Accra Hearts of Oak grabbed the football news headlines on Friday when a handful of misguided fans, call them thugs, stormed the club’s training ground to brazenly prevent their coach, Slavko Matic from performing his legitimate duty.
The Serbian trainer claims his nose was punched as the unruly fans, incited by their leaders, ensured that the coach was barred from the training field. Spokesperson of the National Chapters Committee (official Hearts supporters’ group), Kobby Jones stated in no ambiguous terms on radio that the coach would be stopped from doing his work.
In nine matches, Matic has won four, drawn three and lost two. Granted that’s poor, invading the team’s training pitch and angrily driving the coach out, can’t be the most civilised, professional route of dismissing a so-called non-performing coach.
To think that the supporters’ leadership issued threats and shamelessly carried out those threats, affirms my long-held view that, the very destroyers of our club football are those in it. Hearts in a press release on Friday said, they don’t endorse violence. They wouldn’t shield the misbehaving fans, they added.
The club statement meant nothing to the hoodlums. Hearts might’ve denounced the attack before it happened, but they could’ve taken pre-emptive steps by giving Matic security at the training ground to wade off the misbehaving fans. Some colleague journalists say Hearts managers are complicit but whether that’s true or false, the Management can’t escape blame.
Their deafening silence since the attack does no good service. Photos of Matic at the Regional Police Headquarters impugn the image of Hearts of Oak. With this, Matic’s relationship with Hearts is destined for failure, that’s if it hasn’t already collapsed. This isn’t how to dismiss a coach in today’s football.

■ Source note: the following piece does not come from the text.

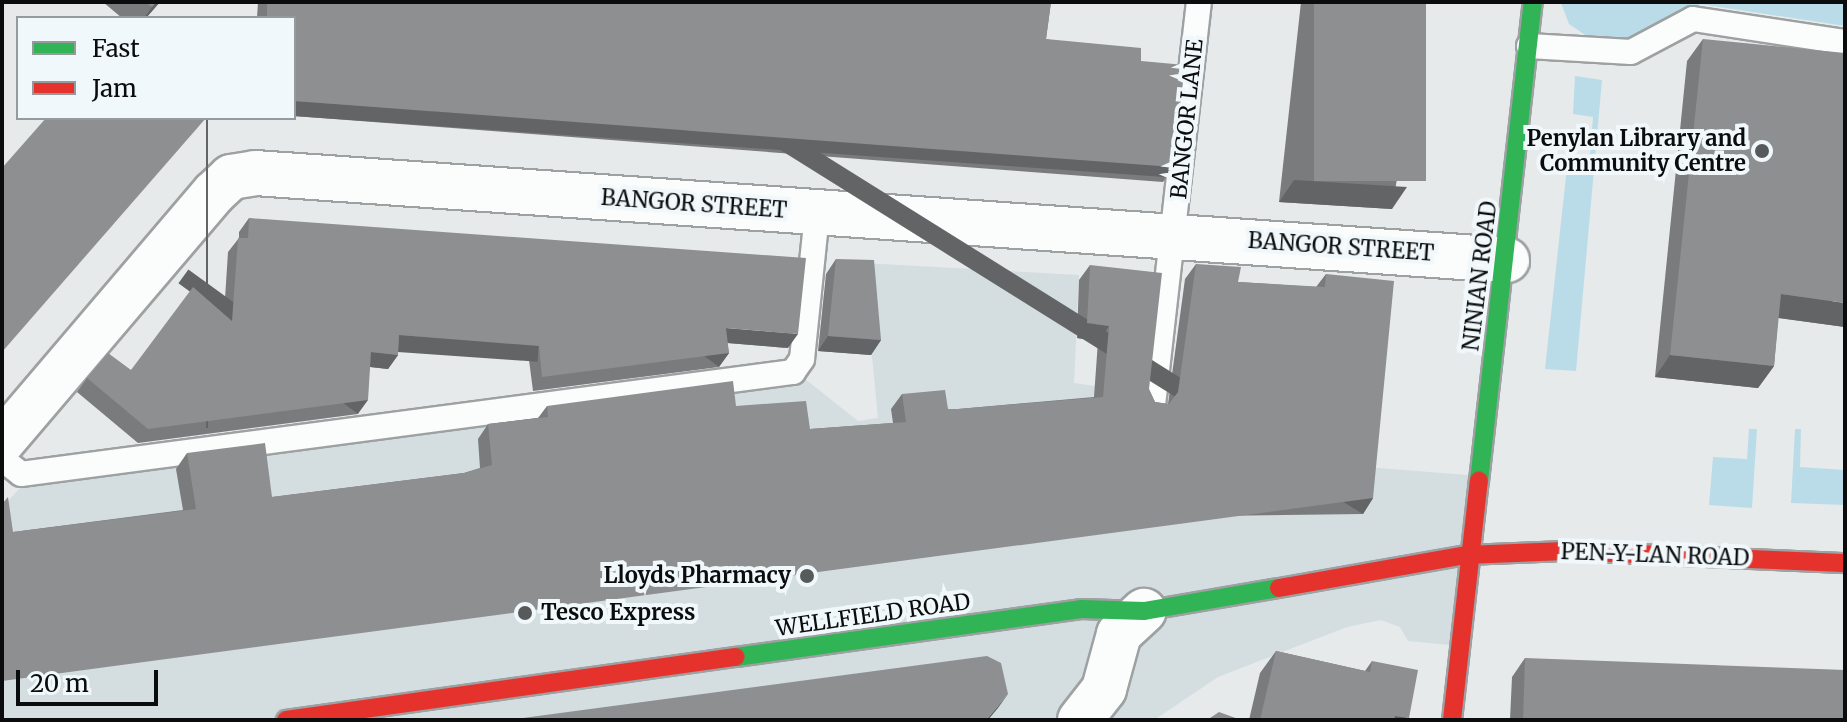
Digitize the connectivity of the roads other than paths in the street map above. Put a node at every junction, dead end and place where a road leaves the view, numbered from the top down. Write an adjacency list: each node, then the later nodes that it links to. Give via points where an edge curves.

Evidence of increasing unruly, backward behaviour in our football is a worry to discerning fans. In April 2017, an Asante Kotoko thug did same to Croat, Dzrako Logarusic. It’s shameful that Hearts have emulated such bad example. The parallel lines in both the Hearts and Kotoko episode are deep.
The two biggest clubs in Ghana can’t do this and expect applause from decent-minded football fans. The Hearts incident, coming at a time the Ghana Football Association is striving to better position the image of local football, is highly embarrassing and it should be condemned by all right-thinking football enthusiasts.